Is this the beginning of the end of the pro-European New Centre created by Macron in 2017? Is France, which invented the terms Left and Right, lurching back towards binary Left-Right politics?

I doubt it. Glucksmann will not be a candidate in 2027; no convincing moderate politician is yet emerging to challenge the death grip on the Left of the radical, anti-European Jean-Luc Mélenchon. This is a space worth watching, all the same.

In the remaining six weeks of the European campaign, Macron’s strategy will be two-fold. He will finally get involved. He will try to remind voters that European elections are about Europe.

Starting with a big speech on the future of the EU at the Sorbonne university on Thursday, he will seek to persuade the French electorate that Le Pen is a leap into muddle and darkness and that a stronger EU is their best protection in a scary world.

Above all, Macron will try in the weeks ahead to persuade the pro-European over-65s to continue the habit of a lifetime and turn out on June 9th. He may have limited success. Le Pen’s party performs better in polls than in elections. The most recent polls shows a slight narrowing of Bardella’s lead.

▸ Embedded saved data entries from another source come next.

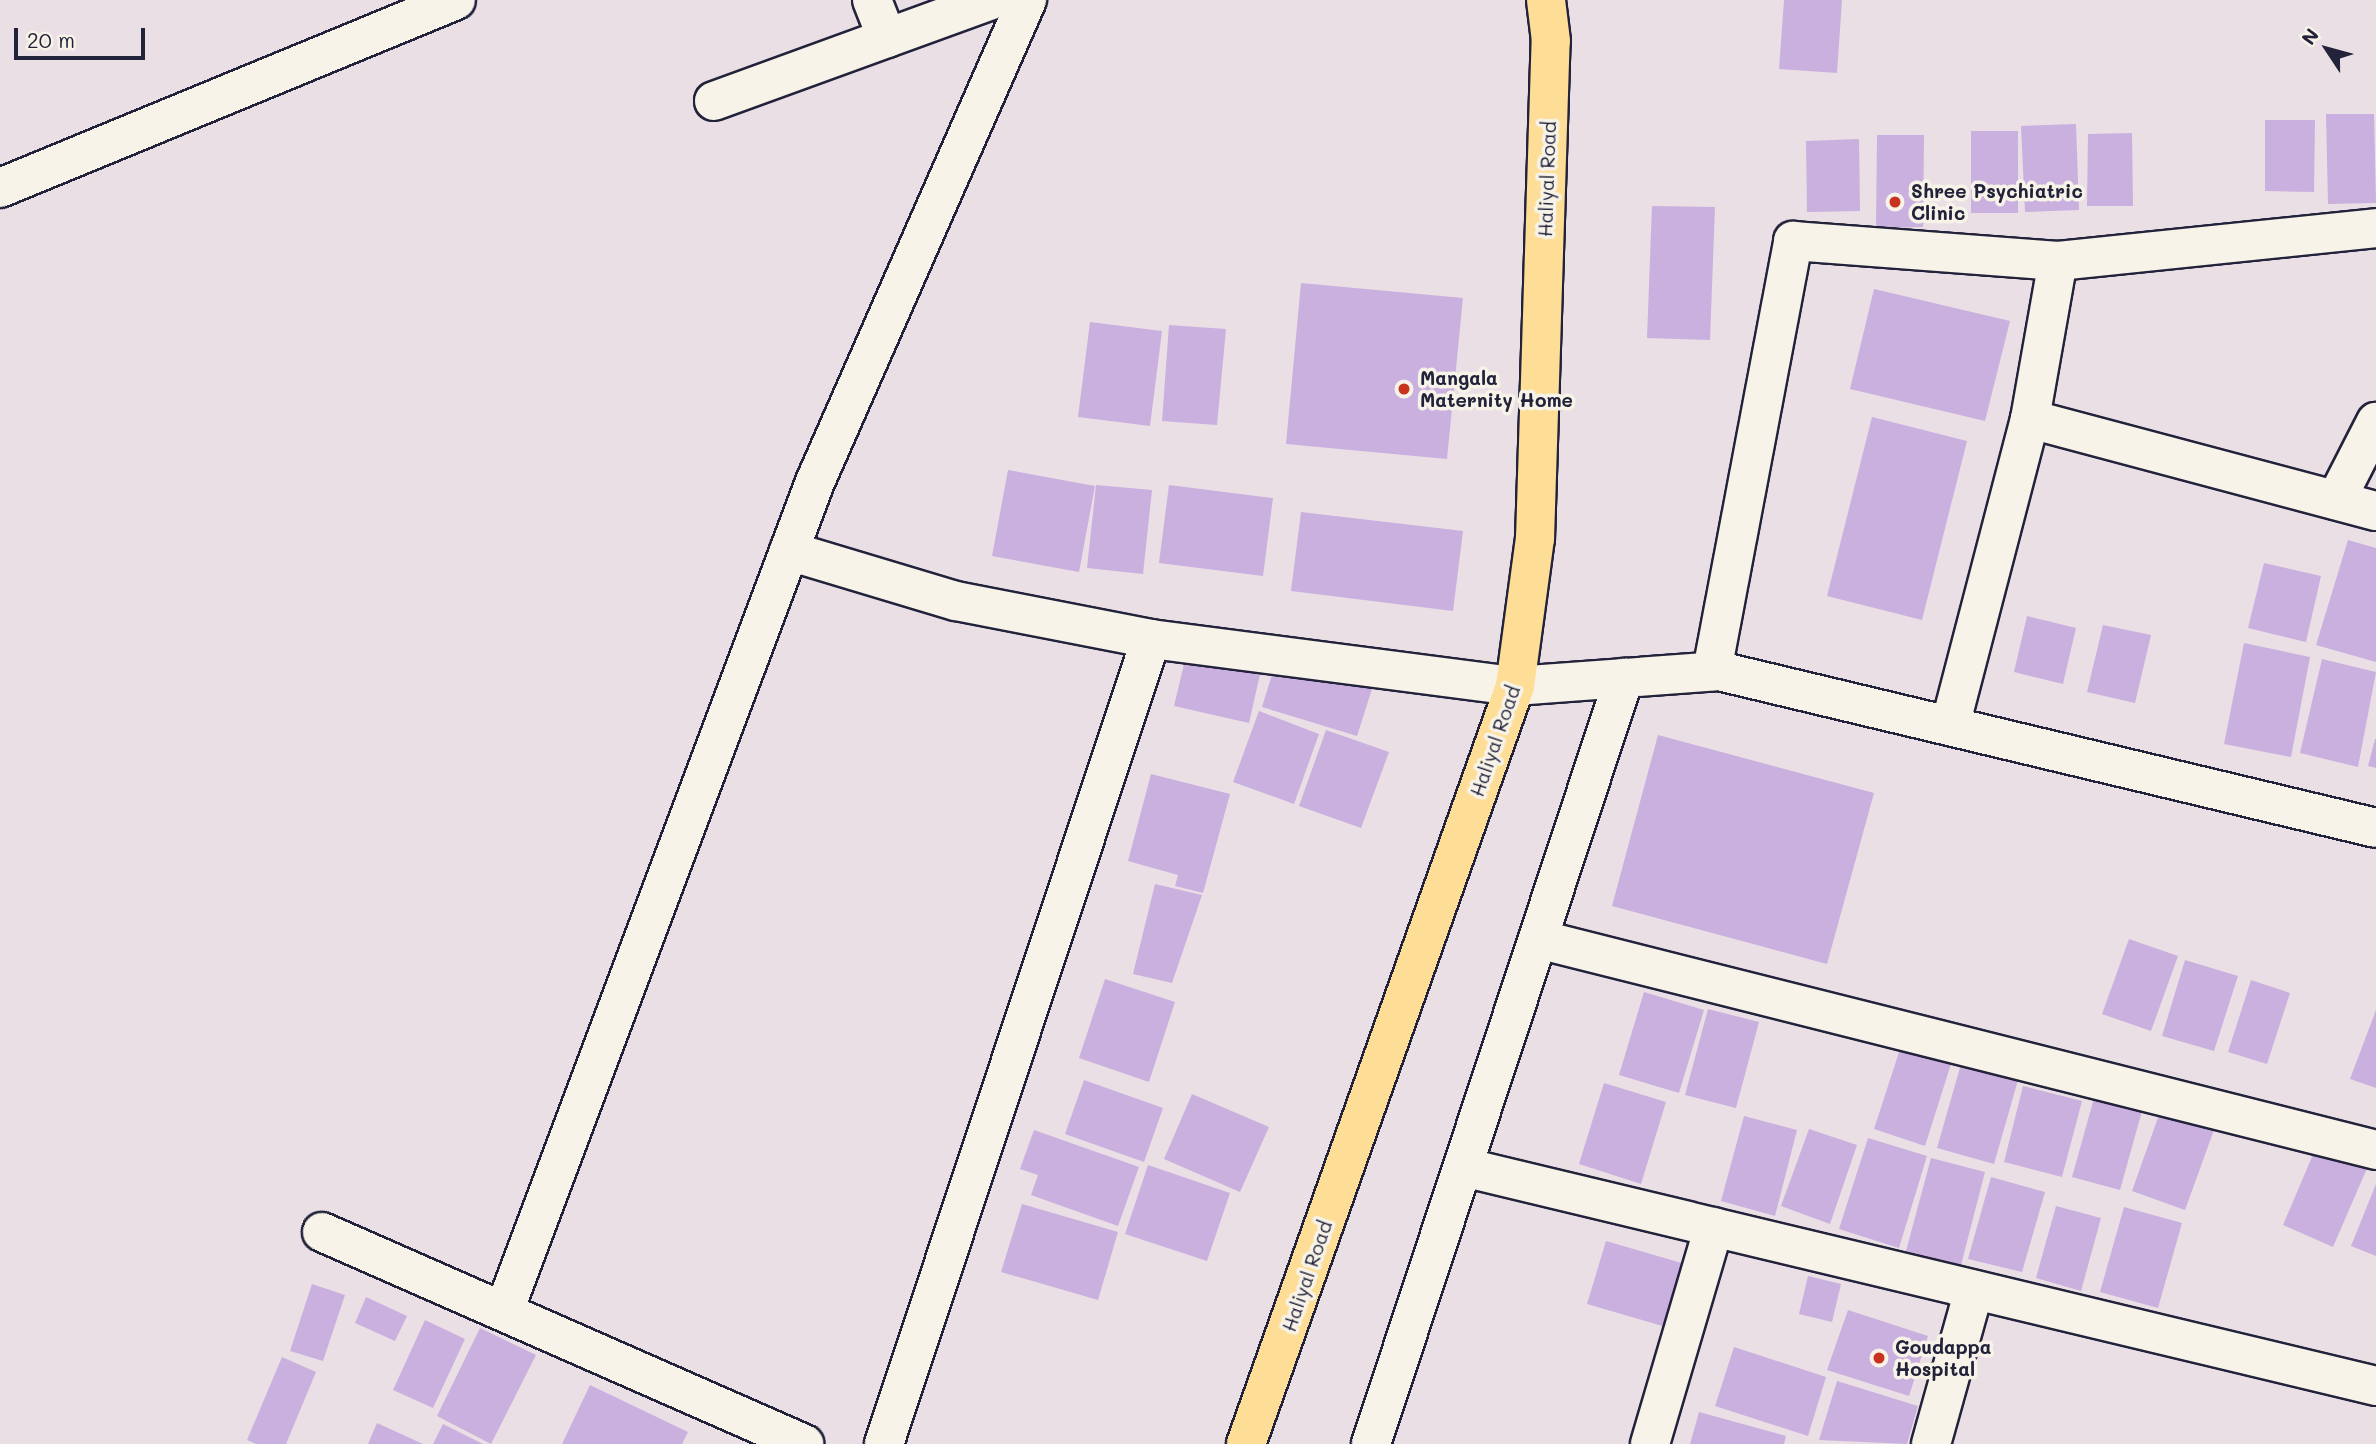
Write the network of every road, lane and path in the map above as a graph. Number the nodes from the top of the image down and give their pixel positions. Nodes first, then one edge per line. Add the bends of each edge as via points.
1 (456, 0) edge
2 (872, 0) edge
3 (991, 0) edge
4 (1027, 0) edge
5 (1546, 0) edge
6 (887, 38) junction
7 (714, 101) dead end
8 (0, 188) edge
9 (2376, 228) edge
10 (2058, 261) junction
11 (2030, 419) junction
12 (2376, 422) edge
13 (2336, 500) junction
14 (2376, 511) edge
15 (789, 551) junction
16 (1151, 639) junction
17 (1712, 671) junction
18 (1624, 678) junction
19 (1515, 686) junction
20 (1950, 726) junction
21 (2376, 828) edge
22 (1538, 939) junction
23 (2376, 1150) edge
24 (1463, 1167) junction
25 (1714, 1227) junction
26 (322, 1232) dead end
27 (1974, 1290) junction
28 (504, 1311) junction
29 (2376, 1386) edge
30 (804, 1444) edge
31 (884, 1444) edge
32 (1246, 1444) edge
33 (1371, 1444) edge
34 (1650, 1444) edge
35 (1931, 1444) edge

1 - 8 street
2 - 6 street
3 - 6 street
4 - 15 street
5 - 19 main road, Haliyal Road via 1551,41 1535,539
6 - 7 street
9 - 10 street
10 - 11 street
10 - 17 street via 1793,241
11 - 13 street
11 - 20 street
12 - 13 street
13 - 14 street
15 - 16 street via 956,601
15 - 28 street
16 - 19 street
16 - 31 street
17 - 18 street
17 - 20 street
18 - 19 street
18 - 22 street
19 - 32 main road, Haliyal Road
20 - 21 street
22 - 23 street
22 - 24 street
24 - 25 street
24 - 33 street
25 - 27 street
25 - 34 street
26 - 28 street
27 - 29 street
27 - 35 street
28 - 30 street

But 14 points is a big gap to close in six weeks. Whatever Macron may say in his speech, most French voters, young or old, do not see this as a European election. They see it as a free-hit: a chance to bash Macron after seven years without running the risk of electing a Far Right government.

They may be wrong about that.

A Macron “defeat” by ten points or more on June 9th will increase the chances of a successful censure motion against the government in the National Assembly this summer. Macron will refuse to call an election just before the Paris Olympics. He will prolong the crisis until September when the Gabriel Attal government might fall.

We could be heading for a messy, parliamentary election in France this Autumn – at the same time as a potentially cataclysmic election in the United States and a very predictable election in the UK.